Rehman Hafiz Muzzammel, Sajjad Muhammad, Ali Muhammad Akhtar, Gul Roquyya, Irfan Muhammad, Naveed Muhammad, Bhinder Munir Ahmad, Ghani Muhammad Usman, Hussain Nadia, Said Amira S A, Al Haddad Amal H I, Saleem Mahjabeen
School of Biochemistry and Biotechnology, University of the Punjab, Lahore 54590, Punjab, Pakistan.
Department of Human Genetics and Molecular Biology, University of Health Sciences, Lahore 54590, Punjab, Pakistan.
Vaccines (Basel). 2023 Jan 5;11(1):131. doi: 10.3390/vaccines11010131.
Zika virus (ZIKV) pandemic and its implication in congenital malformations and severe neurological disorders had created serious threats to global health. ZIKV is a mosquito-borne flavivirus which spread rapidly and infect a large number of people in a shorter time-span. Due to the lack of effective therapeutics, this had become paramount urgency to discover effective drug molecules to encounter the viral infection. Various anti-ZIKV drug discovery efforts during the past several years had been unsuccessful to develop an effective cure. The NS2B-NS3 protein was reported as an attractive therapeutic target for inhibiting viral proliferation, due to its central role in viral replication and maturation of non-structural viral proteins. Therefore, the current in silico drug exploration aimed to identify the novel inhibitors of Zika NS2B-NS3 protease by implementing an e-pharmacophore-based high-throughput virtual screening. A 3D e-pharmacophore model was generated based on the five-featured (ADPRR) pharmacophore hypothesis. Subsequently, the predicted model is further subjected to the high-throughput virtual screening to reveal top hit molecules from the various small molecule databases. Initial hits were examined in terms of binding free energies and ADME properties to identify the candidate hit exhibiting a favourable pharmacokinetic profile. Eventually, molecular dynamic (MD) simulations studies were conducted to evaluate the binding stability of the hit molecule inside the receptor cavity. The findings of the in silico analysis manifested affirmative evidence for three hit molecules with -64.28, -55.15 and -50.16 kcal/mol binding free energies, as potent inhibitors of Zika NS2B-NS3 protease. Hence, these molecules holds the promising potential to serve as a prospective candidates to design effective drugs against ZIKV and related viral infections.

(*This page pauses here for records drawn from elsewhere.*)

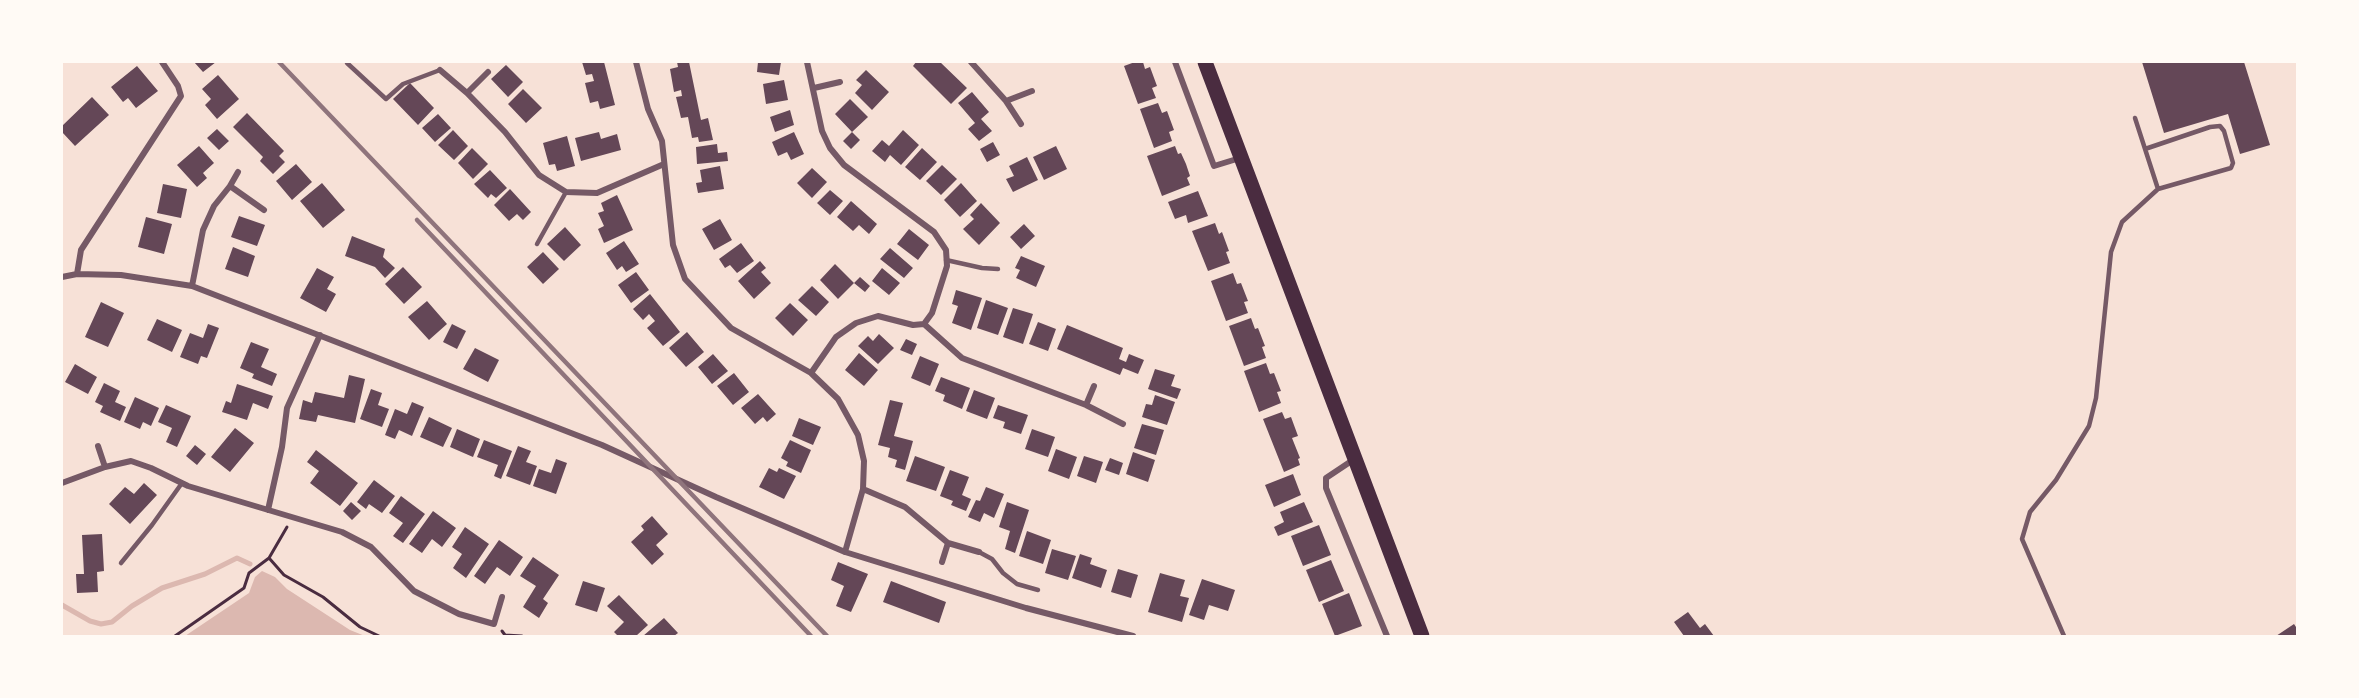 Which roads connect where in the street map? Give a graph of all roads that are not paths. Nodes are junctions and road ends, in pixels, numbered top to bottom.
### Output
1 (162, 62) edge
2 (636, 62) edge
3 (807, 62) edge
4 (971, 62) edge
5 (1175, 62) edge
6 (1205, 62) edge
7 (347, 63) edge
8 (440, 70) joint
9 (488, 72) dead end
10 (840, 82) dead end
11 (814, 88) junction
12 (1032, 91) dead end
13 (467, 93) junction
14 (1006, 101) junction
15 (2135, 118) dead end
16 (1021, 124) dead end
17 (2145, 149) junction
18 (1240, 158) junction
19 (664, 164) junction
20 (238, 172) dead end
21 (230, 186) junction
22 (2158, 189) junction
23 (566, 192) junction
24 (264, 210) dead end
25 (537, 244) dead end
26 (946, 260) junction
27 (998, 269) dead end
28 (77, 274) junction
29 (62, 277) edge
30 (192, 286) junction
31 (924, 324) junction
32 (320, 335) junction
33 (810, 373) junction
34 (1094, 386) dead end
35 (1086, 405) junction
36 (1123, 424) dead end
37 (98, 446) dead end
38 (1354, 459) junction
39 (105, 467) junction
40 (62, 483) edge
41 (182, 483) junction
42 (863, 489) junction
43 (268, 510) junction
44 (948, 543) junction
45 (845, 552) junction
46 (979, 552) joint
47 (942, 562) dead end
48 (121, 563) dead end
49 (1038, 590) dead end
50 (502, 597) dead end
51 (1133, 636) edge
52 (1387, 636) edge
53 (1422, 636) edge
54 (2064, 636) edge

1 - 28 street
2 - 19 street
3 - 11 street
4 - 14 street
5 - 18 street
6 - 18 main road
7 - 8 lane
8 - 13 street
9 - 13 street
10 - 11 street
11 - 26 street
12 - 14 street
13 - 23 street
14 - 16 street
15 - 17 lane
17 - 22 lane
17 - 22 lane
18 - 38 main road
19 - 23 street
19 - 33 street
20 - 21 street
21 - 24 street
21 - 30 street
22 - 54 lane
23 - 25 lane
26 - 27 lane
26 - 31 street
28 - 29 street
28 - 30 street
30 - 32 street
31 - 33 street
31 - 35 street
32 - 43 street
32 - 45 street
33 - 42 street
34 - 35 street
35 - 36 street
37 - 39 street
38 - 52 street
38 - 53 main road
39 - 40 street
39 - 41 street
41 - 43 street
41 - 48 lane
42 - 44 street
42 - 45 street
43 - 50 street
44 - 46 street
44 - 47 street
45 - 51 street
46 - 49 lane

寨卡病毒(ZIKV)大流行及其对先天性畸形和严重神经疾病的影响对全球健康构成了严重威胁。寨卡病毒是一种通过蚊子传播的黄病毒,它传播迅速,能在较短时间内感染大量人群。由于缺乏有效的治疗方法,发现有效的药物分子来对抗病毒感染已成为当务之急。在过去几年中,各种抗寨卡病毒药物研发工作都未能成功开发出有效的治疗方法。据报道,NS2B - NS3蛋白因其在病毒复制和非结构病毒蛋白成熟中的核心作用,是抑制病毒增殖的一个有吸引力的治疗靶点。因此,当前的计算机辅助药物探索旨在通过基于电子药效团的高通量虚拟筛选来识别寨卡NS2B - NS3蛋白酶的新型抑制剂。基于五特征(ADPRR)药效团假说生成了一个3D电子药效团模型。随后,将预测模型进一步进行高通量虚拟筛选,以从各种小分子数据库中筛选出最佳命中分子。根据结合自由能和药物代谢动力学性质对初步命中的分子进行检查,以识别具有良好药代动力学特征的候选命中分子。最终,进行分子动力学(MD)模拟研究,以评估命中分子在受体腔内的结合稳定性。计算机分析的结果表明,有三个命中分子的结合自由能分别为-64.28、-55.15和-50.16 kcal/mol,作为寨卡NS2B - NS3蛋白酶的有效抑制剂有确凿证据。因此,这些分子有潜力作为设计抗寨卡病毒及相关病毒感染有效药物的潜在候选物。